Il presidente dell’associazione degli analisti finanziari (Aiaf) Davide Grignani racconta la professione e le sfide del futuro
Davide Grignani, presidente di Aiaf
Per gestire la crescente complessità del mondo economico e finanziario sono necessarie competenze sempre più specializzate e al contempo trasversali. Tenere conto di rischi nuovi, che un tempo non venivano considerati nei principali modelli di valutazione è uno dei compiti degli analisti finanziari, anello di congiunzione fra la domanda e offerta di capitali, vale a dire fra risparmiatori ed emittenti.
Ce ne parla Davide Grignani, presidente di Aiaf, l’associazione che riunisce circa 900 analisti finanziari e prestigiosi soci sostenitori, sia finanziari che industriali quali Terna e A2A, che oggi festeggia la cinquantesima ricorrenza dalla sua istituzione.
Grignagni traccia una prospettiva su quale sarà il futuro della professione e le competenze richieste dal mercato, e non manca di fornire alcuni spunti su come la normativa comunitaria può supportare il settore della ricerca in campo finanziario citando due punti cardine del progetto europeo: la Capital Markets Union (Cmu) e la Borsa valori unica per tutto il continente europeo.
Non a caso fra gli speaker invitati all’evento online organizzato per celebrare i 50 anni di Aiaf sono stati invitati Fabio Panetta, membro del comitato esecutivo della Bce (qui il riassunto del suo intervento), e Andrea Sironi, presidente di Borsa Italiana.
Dottor Grignani, chi è l’analista finanziario oggi?

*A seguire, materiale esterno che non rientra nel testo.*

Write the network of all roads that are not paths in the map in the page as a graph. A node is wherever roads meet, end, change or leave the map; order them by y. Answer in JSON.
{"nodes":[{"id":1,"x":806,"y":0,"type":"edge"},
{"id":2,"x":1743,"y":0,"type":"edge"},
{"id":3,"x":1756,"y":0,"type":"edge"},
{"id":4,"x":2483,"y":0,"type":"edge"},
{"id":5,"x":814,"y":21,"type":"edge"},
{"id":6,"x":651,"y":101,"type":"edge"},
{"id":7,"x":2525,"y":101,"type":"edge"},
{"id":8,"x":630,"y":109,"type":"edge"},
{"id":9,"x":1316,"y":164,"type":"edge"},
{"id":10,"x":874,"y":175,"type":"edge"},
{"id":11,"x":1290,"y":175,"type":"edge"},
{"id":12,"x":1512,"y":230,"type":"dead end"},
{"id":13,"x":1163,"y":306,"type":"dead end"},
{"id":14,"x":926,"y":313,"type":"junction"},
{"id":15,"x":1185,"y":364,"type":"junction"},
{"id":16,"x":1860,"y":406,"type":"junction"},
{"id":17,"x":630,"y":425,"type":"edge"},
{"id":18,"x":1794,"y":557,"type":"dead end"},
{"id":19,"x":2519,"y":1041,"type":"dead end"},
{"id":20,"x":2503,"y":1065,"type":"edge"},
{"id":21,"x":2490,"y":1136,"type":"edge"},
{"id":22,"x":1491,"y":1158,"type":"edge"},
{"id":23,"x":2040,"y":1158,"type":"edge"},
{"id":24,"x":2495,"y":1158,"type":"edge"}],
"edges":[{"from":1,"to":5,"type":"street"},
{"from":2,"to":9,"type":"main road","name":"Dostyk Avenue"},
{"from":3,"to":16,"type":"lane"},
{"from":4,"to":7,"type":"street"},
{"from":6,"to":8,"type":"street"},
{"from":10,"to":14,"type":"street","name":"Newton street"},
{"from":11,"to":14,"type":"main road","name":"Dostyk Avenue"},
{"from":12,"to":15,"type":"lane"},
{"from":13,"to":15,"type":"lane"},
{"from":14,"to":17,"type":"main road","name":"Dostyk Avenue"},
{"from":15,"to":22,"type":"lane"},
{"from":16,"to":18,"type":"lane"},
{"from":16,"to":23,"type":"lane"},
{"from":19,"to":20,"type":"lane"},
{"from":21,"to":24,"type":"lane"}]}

L’analista finanziario è una figura in forte evoluzione. Oggi nulla è apparentemente cambiato rispetto all’impostazione tradizionale-accademica della professione, con la differenza che l’analista finanziario, così come la maggior parte di tutti i professionisti in ogni settore, si trova a lavorare in un contesto caratterizzato da maggior globalizzazione, complessità e velocità. Il paradigma è quindi lo stesso, ma nel definirlo oggi sono necessari molti più strumenti rispetto al passato per gestire rischi nuovi e interrelati.
Questo cosa significa per chi vuole avviare una carriera da analista finanziario?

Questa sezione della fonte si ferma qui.